Variety reports that Universal and Sony also negotiated for the rights, which the Production I.G anime studio was pitching for the manga's original publisher Kodansha. What turned the dealmaking in DreamWorks' favor was co-founder Steven Spielberg's enthusiasm for the project. The entertainment trade newspaper quotes the acclaimed director and producer: "Ghost in the Shell is one of my favorite stories. It's a genre that has arrived, and we enthusiastically welcome it to DreamWorks."
Avi Arad (formerly of Marvel Studios as well as of the Spider-Man and X-Men movie franchises), Arad's son Ari, and Seaside Entertainment's Steven Paul brought the project to DreamWorks and will produce. Jamie Moss (Street Kings, Last Man Home) has been assigned to script the project.
Most of the time I just shake my head and shrug (in my mind) when I read about American companies vying to create live-action movies out of anime or manga. Part of that is because most of the time those kind of projects never come to fruition -- and the ones that do are titles that I don't really care about one way or the other. But, if the upcoming Speed Racer and Dragonball movies end up being huge financial successes, all those other live-action anime projects -- from Monster, to Battle Angel, to Evangelion -- are sure to come out of the wood works by the droves.
Ghost in the Shell is probably my all-time favorite anime/manga franchise, and the possibility of seeing the complex storyline and detailed technological concepts simplified to pander to US audiences really bothers me.

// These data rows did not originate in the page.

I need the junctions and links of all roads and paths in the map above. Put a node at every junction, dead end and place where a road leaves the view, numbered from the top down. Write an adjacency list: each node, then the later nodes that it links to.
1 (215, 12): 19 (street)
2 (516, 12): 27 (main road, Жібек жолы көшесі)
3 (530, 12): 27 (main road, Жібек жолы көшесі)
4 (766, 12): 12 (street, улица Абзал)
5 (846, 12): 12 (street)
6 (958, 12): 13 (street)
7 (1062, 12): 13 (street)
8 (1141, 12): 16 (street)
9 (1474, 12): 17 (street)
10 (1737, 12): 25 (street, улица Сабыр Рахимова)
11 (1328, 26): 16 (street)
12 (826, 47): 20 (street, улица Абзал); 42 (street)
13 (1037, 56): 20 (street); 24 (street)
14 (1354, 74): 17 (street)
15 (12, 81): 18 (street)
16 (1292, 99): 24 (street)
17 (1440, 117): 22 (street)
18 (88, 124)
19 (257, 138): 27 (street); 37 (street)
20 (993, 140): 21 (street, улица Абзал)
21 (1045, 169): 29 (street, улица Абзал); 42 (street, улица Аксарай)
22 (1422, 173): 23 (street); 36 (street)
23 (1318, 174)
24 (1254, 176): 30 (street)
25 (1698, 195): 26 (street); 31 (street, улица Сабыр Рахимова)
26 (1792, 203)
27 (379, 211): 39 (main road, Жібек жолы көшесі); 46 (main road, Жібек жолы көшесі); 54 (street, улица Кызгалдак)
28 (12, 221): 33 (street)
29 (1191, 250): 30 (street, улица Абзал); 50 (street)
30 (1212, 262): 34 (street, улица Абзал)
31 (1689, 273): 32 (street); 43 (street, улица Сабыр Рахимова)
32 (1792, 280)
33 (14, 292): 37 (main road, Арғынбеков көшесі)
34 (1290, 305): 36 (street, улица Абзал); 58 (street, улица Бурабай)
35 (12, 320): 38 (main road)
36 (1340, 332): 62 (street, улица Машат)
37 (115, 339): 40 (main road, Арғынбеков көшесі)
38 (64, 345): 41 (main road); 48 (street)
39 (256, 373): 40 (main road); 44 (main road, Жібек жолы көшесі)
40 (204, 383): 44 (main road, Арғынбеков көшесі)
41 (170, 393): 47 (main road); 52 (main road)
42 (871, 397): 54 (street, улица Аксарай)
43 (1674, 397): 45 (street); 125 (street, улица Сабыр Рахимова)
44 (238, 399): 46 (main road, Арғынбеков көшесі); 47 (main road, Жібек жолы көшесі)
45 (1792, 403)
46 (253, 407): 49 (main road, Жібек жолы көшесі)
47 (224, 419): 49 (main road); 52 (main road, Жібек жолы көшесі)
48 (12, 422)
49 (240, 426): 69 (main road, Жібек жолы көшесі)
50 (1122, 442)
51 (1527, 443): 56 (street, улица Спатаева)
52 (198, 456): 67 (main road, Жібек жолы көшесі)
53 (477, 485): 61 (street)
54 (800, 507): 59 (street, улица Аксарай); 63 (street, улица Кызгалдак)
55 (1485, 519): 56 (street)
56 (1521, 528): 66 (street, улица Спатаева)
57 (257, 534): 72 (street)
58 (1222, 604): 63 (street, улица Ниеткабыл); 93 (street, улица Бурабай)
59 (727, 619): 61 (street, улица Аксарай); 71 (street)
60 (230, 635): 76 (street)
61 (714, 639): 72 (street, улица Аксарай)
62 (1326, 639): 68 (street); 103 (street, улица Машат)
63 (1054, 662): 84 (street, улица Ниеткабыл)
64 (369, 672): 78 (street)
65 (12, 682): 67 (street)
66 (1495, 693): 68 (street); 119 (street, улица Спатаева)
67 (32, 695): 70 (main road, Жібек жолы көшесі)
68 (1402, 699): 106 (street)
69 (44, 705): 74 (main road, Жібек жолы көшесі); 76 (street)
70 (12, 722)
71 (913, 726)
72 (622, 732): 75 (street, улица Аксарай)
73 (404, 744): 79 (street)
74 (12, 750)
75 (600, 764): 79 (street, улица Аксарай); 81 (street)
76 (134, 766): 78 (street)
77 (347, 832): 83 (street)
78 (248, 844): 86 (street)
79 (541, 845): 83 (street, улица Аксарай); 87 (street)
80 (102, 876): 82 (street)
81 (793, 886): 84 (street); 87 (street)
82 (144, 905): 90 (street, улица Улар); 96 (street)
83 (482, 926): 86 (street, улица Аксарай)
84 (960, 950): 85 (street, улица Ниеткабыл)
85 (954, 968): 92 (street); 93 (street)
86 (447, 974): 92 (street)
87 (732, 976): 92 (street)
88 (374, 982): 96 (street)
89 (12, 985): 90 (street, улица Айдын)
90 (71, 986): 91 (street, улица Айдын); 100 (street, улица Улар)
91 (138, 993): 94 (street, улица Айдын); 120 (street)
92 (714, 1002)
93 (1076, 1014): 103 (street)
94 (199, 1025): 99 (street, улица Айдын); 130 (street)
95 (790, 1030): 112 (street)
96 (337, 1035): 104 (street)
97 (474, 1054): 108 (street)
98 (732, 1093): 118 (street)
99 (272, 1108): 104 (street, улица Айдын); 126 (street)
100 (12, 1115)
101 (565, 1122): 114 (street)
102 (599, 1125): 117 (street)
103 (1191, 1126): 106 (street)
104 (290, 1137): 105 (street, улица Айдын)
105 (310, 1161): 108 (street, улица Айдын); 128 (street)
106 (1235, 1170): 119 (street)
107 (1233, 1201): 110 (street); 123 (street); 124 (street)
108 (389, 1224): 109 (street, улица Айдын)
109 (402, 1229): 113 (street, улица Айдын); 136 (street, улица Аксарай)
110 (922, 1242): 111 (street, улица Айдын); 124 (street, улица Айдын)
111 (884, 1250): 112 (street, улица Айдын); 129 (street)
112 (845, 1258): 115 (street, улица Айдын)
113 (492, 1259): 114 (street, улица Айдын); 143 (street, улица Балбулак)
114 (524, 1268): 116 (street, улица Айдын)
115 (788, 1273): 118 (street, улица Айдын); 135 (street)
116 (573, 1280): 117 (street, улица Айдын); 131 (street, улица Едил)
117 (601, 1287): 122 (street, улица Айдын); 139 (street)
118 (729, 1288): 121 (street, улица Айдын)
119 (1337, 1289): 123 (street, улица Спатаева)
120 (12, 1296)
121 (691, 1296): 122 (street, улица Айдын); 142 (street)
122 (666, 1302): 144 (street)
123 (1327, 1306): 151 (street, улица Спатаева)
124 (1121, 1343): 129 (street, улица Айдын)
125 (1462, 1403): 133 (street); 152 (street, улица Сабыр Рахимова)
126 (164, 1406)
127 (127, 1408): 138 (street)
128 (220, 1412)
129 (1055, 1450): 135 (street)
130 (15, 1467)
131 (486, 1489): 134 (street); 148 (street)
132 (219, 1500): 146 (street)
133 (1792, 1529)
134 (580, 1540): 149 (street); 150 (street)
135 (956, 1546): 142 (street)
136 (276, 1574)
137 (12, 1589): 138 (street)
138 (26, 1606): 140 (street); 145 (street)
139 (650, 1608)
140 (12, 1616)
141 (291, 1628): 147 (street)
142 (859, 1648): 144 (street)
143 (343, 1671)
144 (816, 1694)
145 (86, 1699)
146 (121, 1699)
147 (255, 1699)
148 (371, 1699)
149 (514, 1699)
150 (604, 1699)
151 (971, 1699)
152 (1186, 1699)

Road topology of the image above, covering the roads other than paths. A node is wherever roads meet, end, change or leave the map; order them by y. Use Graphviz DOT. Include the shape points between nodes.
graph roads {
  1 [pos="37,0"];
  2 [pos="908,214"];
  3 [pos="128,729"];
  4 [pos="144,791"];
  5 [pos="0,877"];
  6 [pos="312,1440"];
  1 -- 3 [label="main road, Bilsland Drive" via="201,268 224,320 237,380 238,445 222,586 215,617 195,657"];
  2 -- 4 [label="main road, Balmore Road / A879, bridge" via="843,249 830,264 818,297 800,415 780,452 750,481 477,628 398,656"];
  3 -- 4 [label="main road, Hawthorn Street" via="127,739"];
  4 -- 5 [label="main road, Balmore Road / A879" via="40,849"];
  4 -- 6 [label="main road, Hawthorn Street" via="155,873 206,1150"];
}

Plus there's the fact that what works in animation doesn't necessarily transfer equally well into live action. Animation -- being a totally contrived and artistically stylized medium -- allows for more flexibility in an audience's suspension-of-disbelief threshold. Transferring an animated movie to live action would only highlight the gaps in believability of the original story unless some key adjustments are made. And those adjustments could ultimately undermine what made the qualities that made original so great. And what would really suck is that if the live action movie turns out horribly, audiences would assume the worst of the original anime and manga worsening the already low-esteem mainstream audiences have for the two mediums, which would then lead to riots, war, pestilence, and the general breakdown of civilization.
Well, maybe not that last part. So maybe I'm taking this a bit too seriously; but the way I figure it, keeping expectations low is the surest way to head off disappointment.